■ YOUR OBJECTIVE: Scan the data, and whenever a line contains "middle", copy it.

■ STUDY MATERIAL:
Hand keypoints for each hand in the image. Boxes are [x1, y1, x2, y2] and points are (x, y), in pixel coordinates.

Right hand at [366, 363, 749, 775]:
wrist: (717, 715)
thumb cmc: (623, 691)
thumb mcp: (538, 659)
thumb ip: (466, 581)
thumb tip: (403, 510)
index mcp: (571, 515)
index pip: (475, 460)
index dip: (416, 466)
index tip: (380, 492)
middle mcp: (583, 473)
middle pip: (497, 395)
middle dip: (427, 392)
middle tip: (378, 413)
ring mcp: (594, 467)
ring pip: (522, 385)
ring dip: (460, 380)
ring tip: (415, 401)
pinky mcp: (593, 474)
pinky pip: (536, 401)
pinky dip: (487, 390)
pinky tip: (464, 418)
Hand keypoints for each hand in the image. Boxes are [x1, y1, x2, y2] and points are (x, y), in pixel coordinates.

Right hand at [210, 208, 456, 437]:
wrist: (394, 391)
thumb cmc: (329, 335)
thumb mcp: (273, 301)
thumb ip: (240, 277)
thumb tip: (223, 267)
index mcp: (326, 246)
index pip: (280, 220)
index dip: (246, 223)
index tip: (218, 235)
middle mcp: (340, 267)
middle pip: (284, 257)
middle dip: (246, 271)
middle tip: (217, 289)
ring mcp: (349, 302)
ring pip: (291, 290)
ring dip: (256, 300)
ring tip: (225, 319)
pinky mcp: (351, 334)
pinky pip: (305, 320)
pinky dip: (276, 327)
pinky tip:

■ EXPECTED ANSWER:
middle mcp: (583, 473)
middle pip: (497, 395)
middle dip: (427, 392)
middle tip: (378, 413)
middle mcp: (340, 267)
middle pip: (284, 257)
middle dip: (246, 271)
middle tip: (217, 289)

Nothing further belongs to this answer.